* Directions for this task: Quote the records that follow in full, leaving the pictures out.

___ Data to process

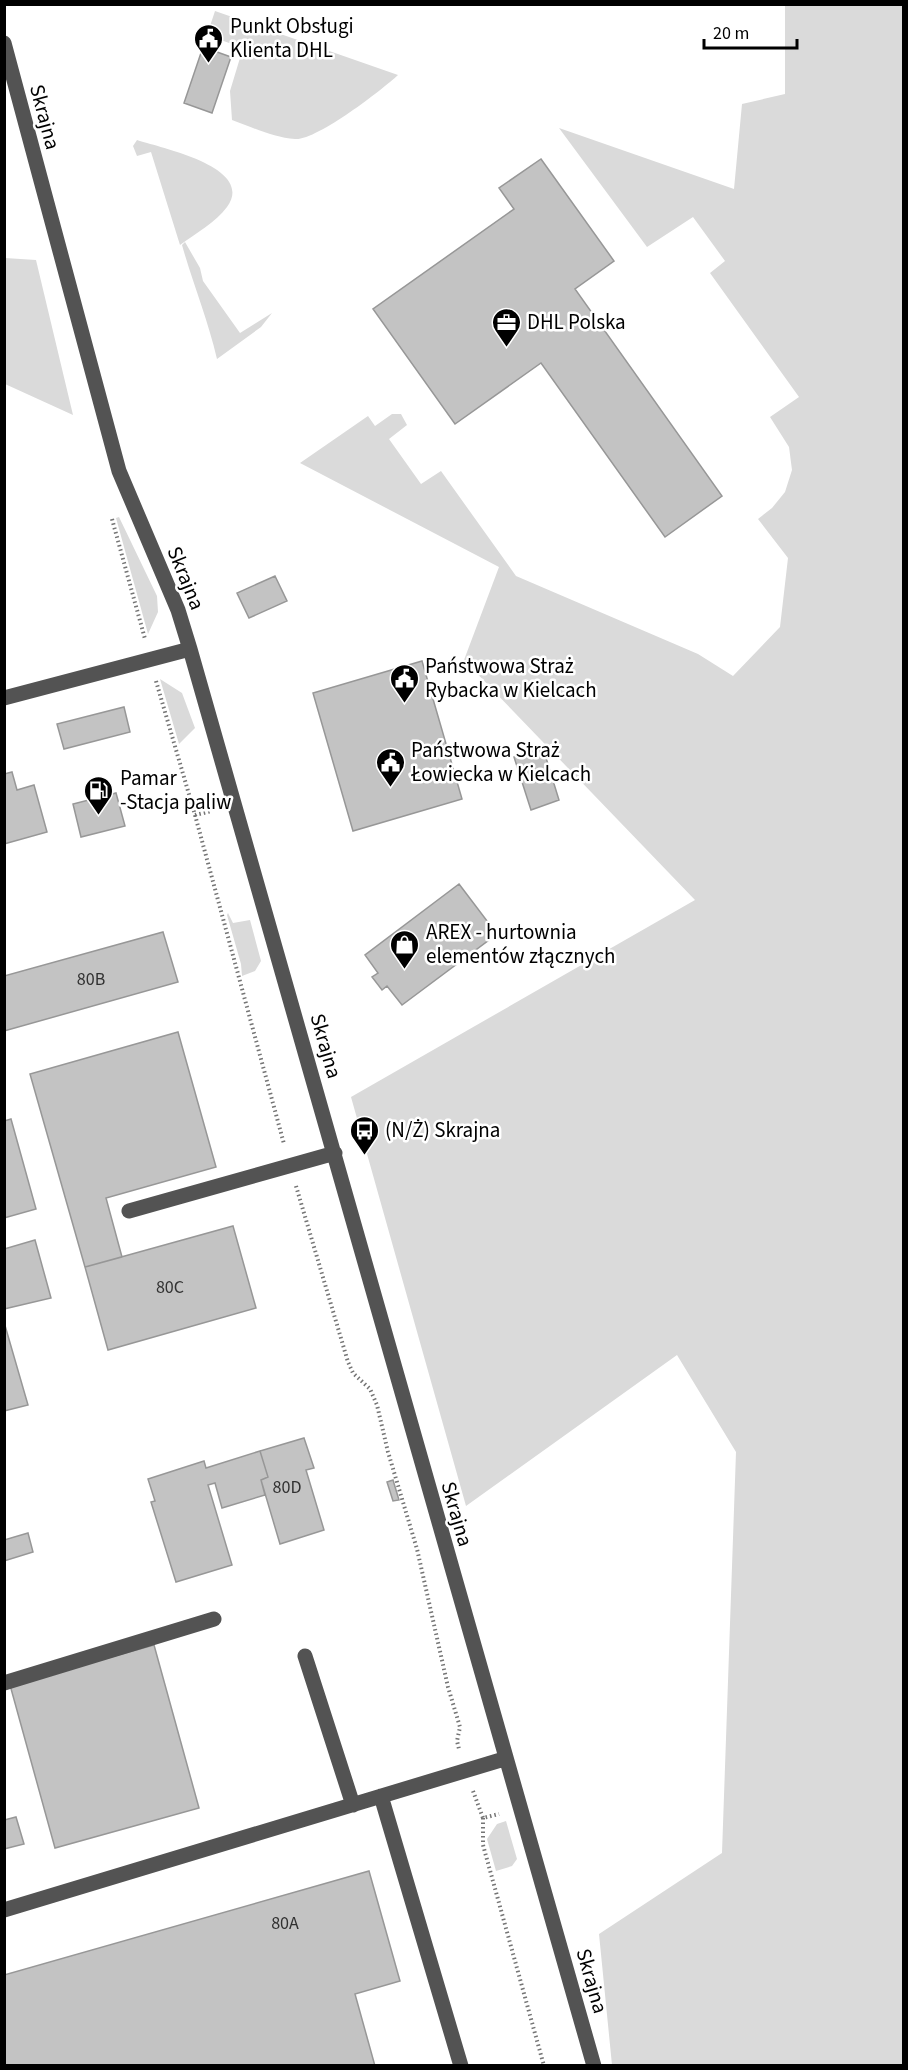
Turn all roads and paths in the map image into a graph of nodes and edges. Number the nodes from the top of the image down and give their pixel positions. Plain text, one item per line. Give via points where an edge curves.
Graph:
1 (4, 43) edge
2 (190, 650) junction
3 (4, 698) edge
4 (195, 815) dead end
5 (335, 1153) junction
6 (290, 1166) junction
7 (129, 1211) dead end
8 (214, 1619) dead end
9 (305, 1656) dead end
10 (4, 1683) edge
11 (504, 1759) junction
12 (466, 1770) junction
13 (381, 1796) junction
14 (352, 1805) junction
15 (502, 1813) dead end
16 (483, 1818) junction
17 (4, 1910) edge
18 (461, 2066) edge
19 (544, 2066) edge
20 (594, 2066) edge

1 - 2 street, Skrajna via 119,471 178,610
2 - 3 street
2 - 5 street, Skrajna
4 - 6 path
5 - 6 street
5 - 11 street, Skrajna
6 - 7 street
6 - 12 path via 348,1362 353,1373 370,1389 377,1405 417,1549 460,1727 457,1741
8 - 10 street
9 - 14 street
11 - 12 street
11 - 20 street, Skrajna
12 - 13 street
12 - 16 path
13 - 14 street
13 - 18 street
14 - 17 street
15 - 16 path
16 - 19 path via 483,1845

______

* Answer to the exercise:
Turn all roads and paths in the map image into a graph of nodes and edges. Number the nodes from the top of the image down and give their pixel positions. Plain text, one item per line. Give via points where an edge curves.
Graph:
1 (4, 43) edge
2 (190, 650) junction
3 (4, 698) edge
4 (195, 815) dead end
5 (335, 1153) junction
6 (290, 1166) junction
7 (129, 1211) dead end
8 (214, 1619) dead end
9 (305, 1656) dead end
10 (4, 1683) edge
11 (504, 1759) junction
12 (466, 1770) junction
13 (381, 1796) junction
14 (352, 1805) junction
15 (502, 1813) dead end
16 (483, 1818) junction
17 (4, 1910) edge
18 (461, 2066) edge
19 (544, 2066) edge
20 (594, 2066) edge

1 - 2 street, Skrajna via 119,471 178,610
2 - 3 street
2 - 5 street, Skrajna
4 - 6 path
5 - 6 street
5 - 11 street, Skrajna
6 - 7 street
6 - 12 path via 348,1362 353,1373 370,1389 377,1405 417,1549 460,1727 457,1741
8 - 10 street
9 - 14 street
11 - 12 street
11 - 20 street, Skrajna
12 - 13 street
12 - 16 path
13 - 14 street
13 - 18 street
14 - 17 street
15 - 16 path
16 - 19 path via 483,1845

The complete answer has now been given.